At the encouragement of President Jeffrey Herbst, English professor George Hudson redelivered his convocation address, The Beauty of Language, originally staged for the Class of 2015 last August. Hudson encouraged the audience to picture themselves inside the chapel, first-year students packed in the pews and faculty seated on stage. 

“Surely language deserves our deep respect and perhaps our reverence,” he read. “Fill your memory with great words, make your heart the chapel of learning, the citadel of culture, then find your own tongue and speak!”
 
Though the speech was intended to rally Colgate’s newest undergraduates, it had a similar impact on their mothers and fathers. “The lecture was inspiring,” said Kenneth Williams, father of Delphina Gerber-Williams ’15. “We want to quit our jobs, read, and learn a few languages.”
 
All work and no play makes Raider cranky.
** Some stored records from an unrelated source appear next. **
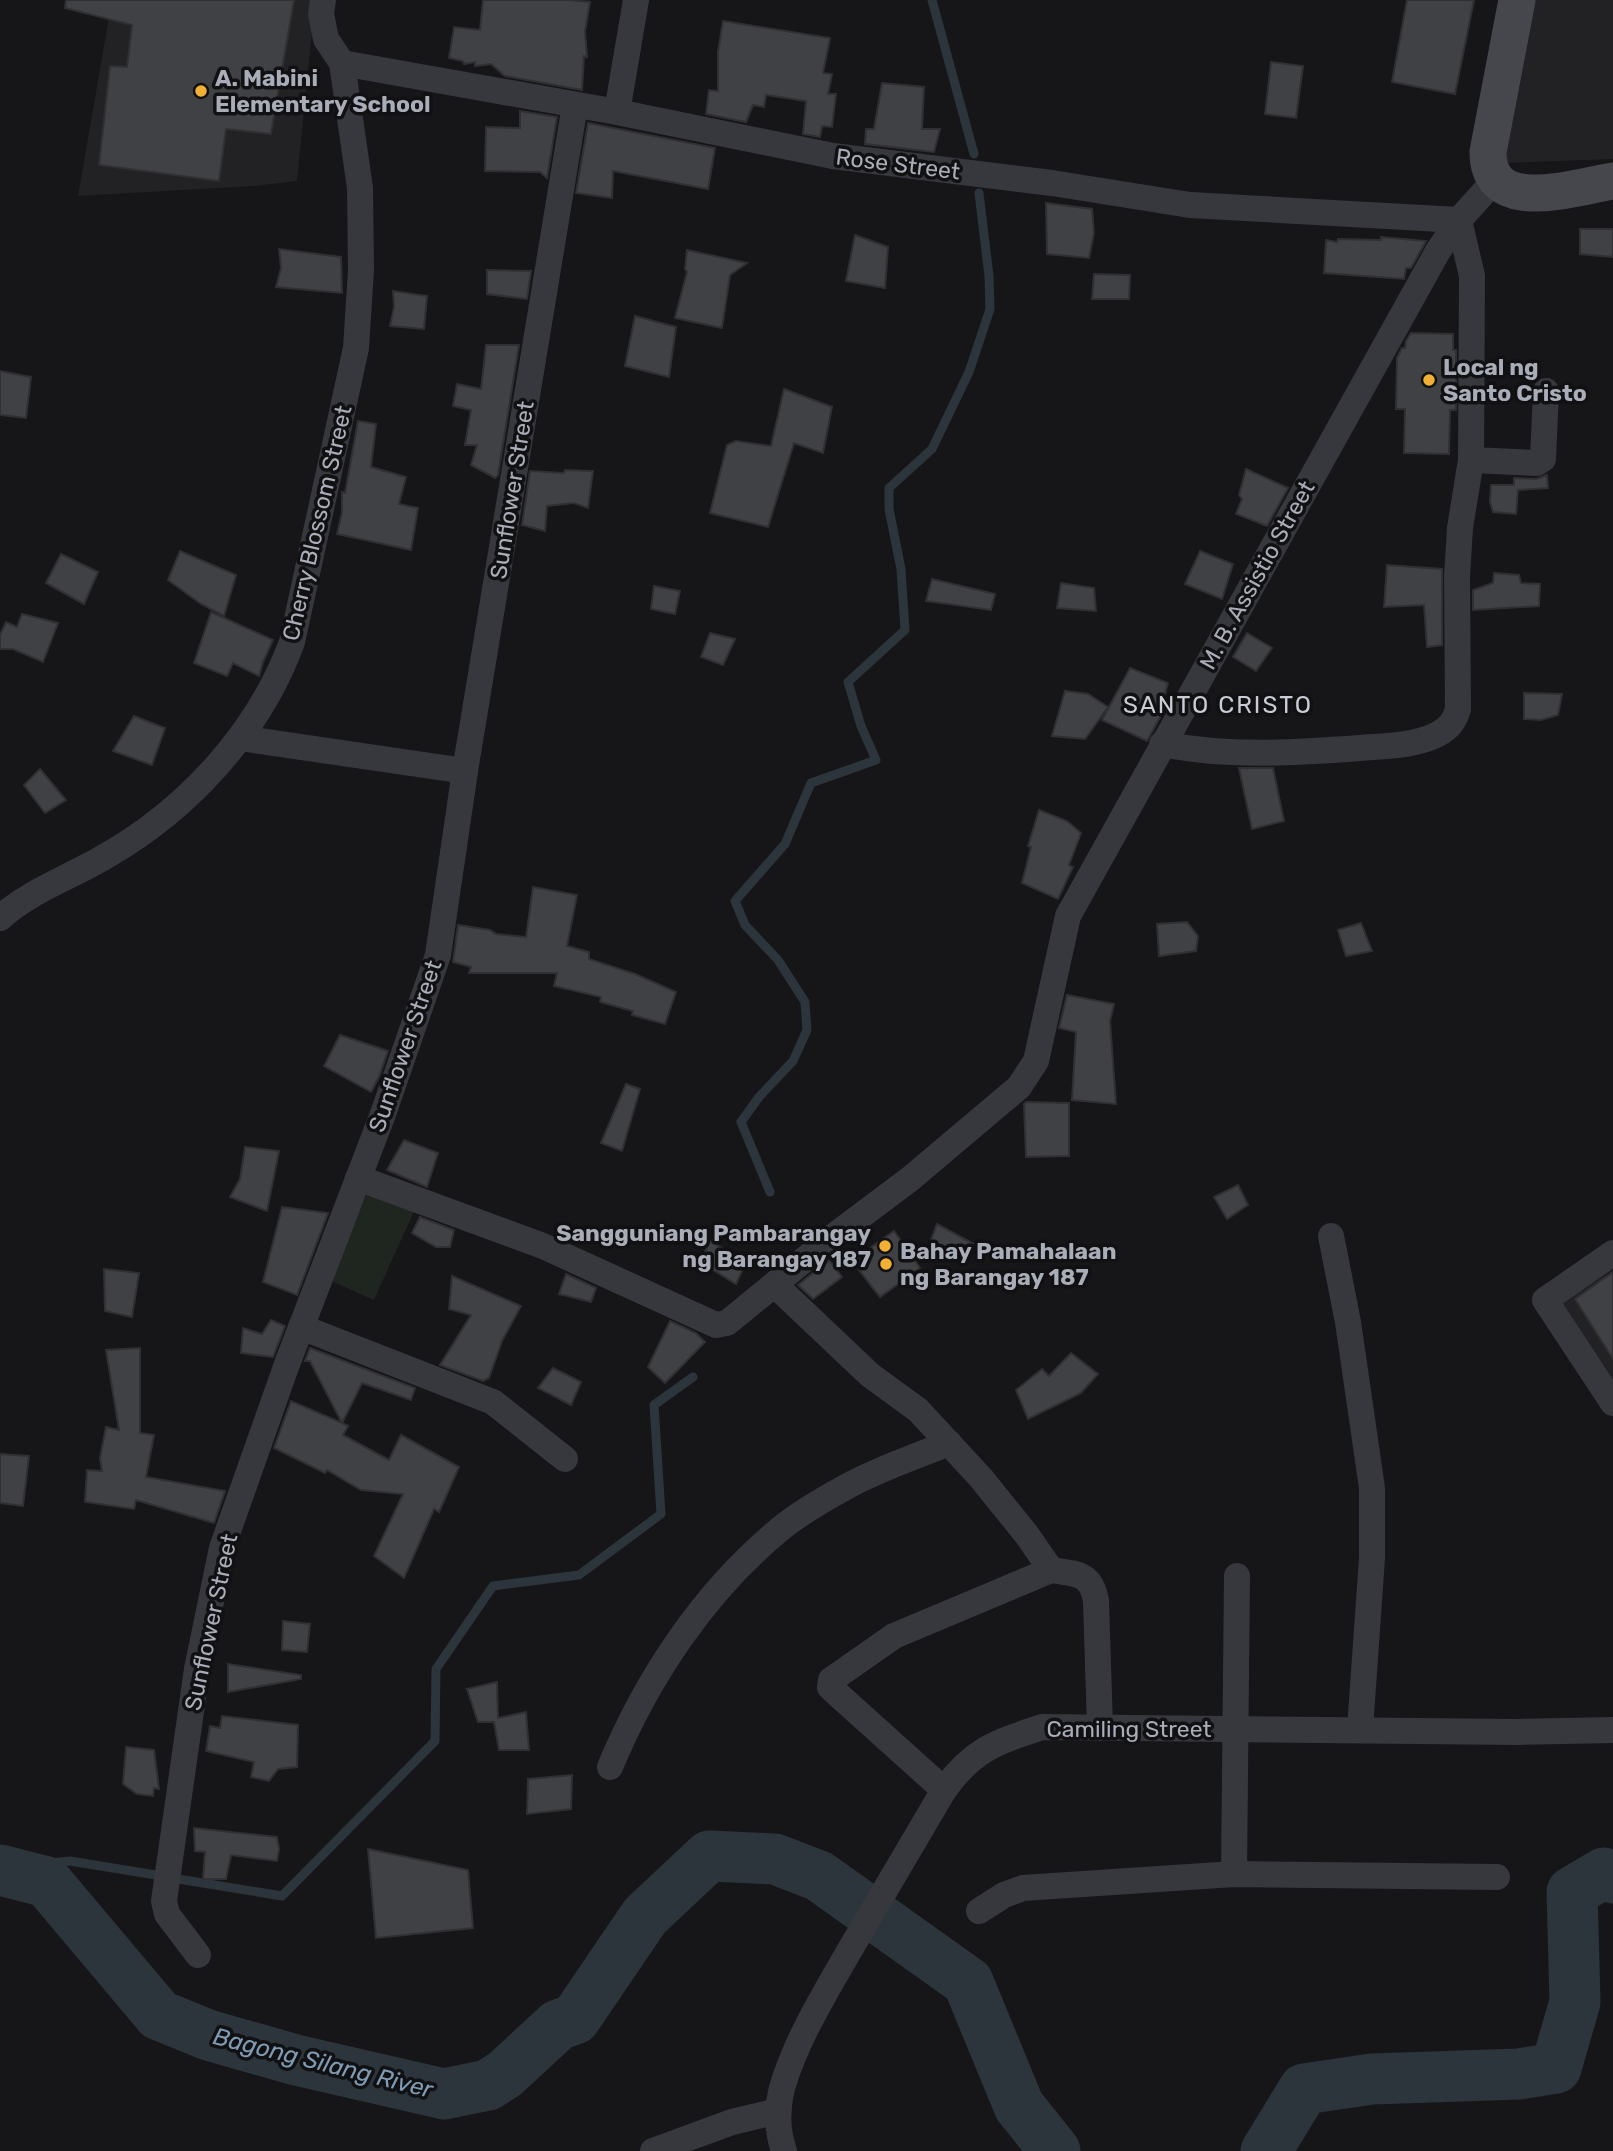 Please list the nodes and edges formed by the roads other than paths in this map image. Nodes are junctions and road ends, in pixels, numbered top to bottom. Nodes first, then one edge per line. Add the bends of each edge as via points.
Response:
1 (323, 0) edge
2 (636, 0) edge
3 (1517, 0) edge
4 (342, 63) junction
5 (575, 105) junction
6 (617, 112) junction
7 (1495, 180) junction
8 (1613, 181) edge
9 (1459, 220) junction
10 (1546, 391) dead end
11 (1471, 460) junction
12 (240, 738) junction
13 (1162, 744) junction
14 (465, 771) junction
15 (0, 918) edge
16 (358, 1178) junction
17 (1331, 1236) dead end
18 (1613, 1253) edge
19 (775, 1285) junction
20 (301, 1327) junction
21 (1613, 1403) edge
22 (949, 1443) junction
23 (565, 1459) dead end
24 (1051, 1570) junction
25 (1237, 1576) dead end
26 (1100, 1728) junction
27 (1235, 1728) junction
28 (1360, 1730) junction
29 (1613, 1730) edge
30 (610, 1767) dead end
31 (944, 1790) junction
32 (1234, 1874) junction
33 (1497, 1877) dead end
34 (979, 1911) dead end
35 (198, 1955) dead end
36 (778, 2111) junction
37 (653, 2151) edge
38 (783, 2151) edge

1 - 4 street, Cherry Blossom Street via 326,39
2 - 6 street
3 - 7 main road via 1488,152 1488,167
4 - 5 street, Rose Street
4 - 12 street, Cherry Blossom Street via 360,188 356,348 292,642 265,700
5 - 6 street, Rose Street
5 - 14 street, Sunflower Street
6 - 9 street, Rose Street via 833,156 1191,205
7 - 8 main road via 1531,194
7 - 9 street, M. B. Assistio Street
9 - 11 street via 1472,276
9 - 13 street, M. B. Assistio Street
10 - 11 street via 1543,459 1537,463
11 - 13 street via 1460,528 1458,709 1453,723 1434,736 1402,744 1305,752 1243,753
12 - 14 street
12 - 15 street, Cherry Blossom Street via 153,826 15,904
13 - 19 street, M. B. Assistio Street via 1068,916 1036,1061 1019,1087
14 - 16 street, Sunflower Street via 438,955
16 - 19 street, M. B. Assistio Street via 543,1246 716,1325 727,1323
16 - 20 street, Sunflower Street
17 - 28 street via 1372,1488 1373,1558
18 - 21 street via 1545,1300
19 - 22 street via 870,1375 918,1410
20 - 23 street via 493,1402
20 - 35 street, Sunflower Street via 222,1548 197,1668 164,1901 167,1914
22 - 24 street via 1020,1525
22 - 30 street via 846,1487 779,1530 706,1605 664,1661
24 - 26 street via 1086,1577 1094,1586
24 - 31 street via 894,1636 831,1680 834,1691
25 - 27 street
26 - 27 street, Camiling Street
26 - 31 street, Camiling Street via 1042,1727 997,1742 959,1769
27 - 28 street, Camiling Street
27 - 32 street
28 - 29 street, Camiling Street
31 - 36 street, Camiling Street via 801,2040
32 - 33 street
32 - 34 street via 1023,1888
36 - 37 street via 732,2122
36 - 38 street, Camiling Street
So, after classes were finished for the day, parents headed down the hill to experience Colgate’s living-learning environment. Some went to art exhibitions and concerts while others watched films in the Ho Science Center visualization lab or played trivia at the Colgate Inn. Saturday, they met with faculty and cheered their student-athletes on the ice and the turf.
 
Family Weekend is designed to provide a memorable Colgate experience for parents, but alumni and current members of the Charred Goosebeak comedy improv group will also remember Saturday as the night they performed with comedian Jim Belushi at the Palace Theater. The television and movie star met with students early in the day, then joined them onstage that night, raising the roof while raising funds for the Madison County Children’s Camp.
 
“It was so helpful to talk to someone who’s done comedy for his entire life,” said Goosebeak member Ryan Diehl ’12.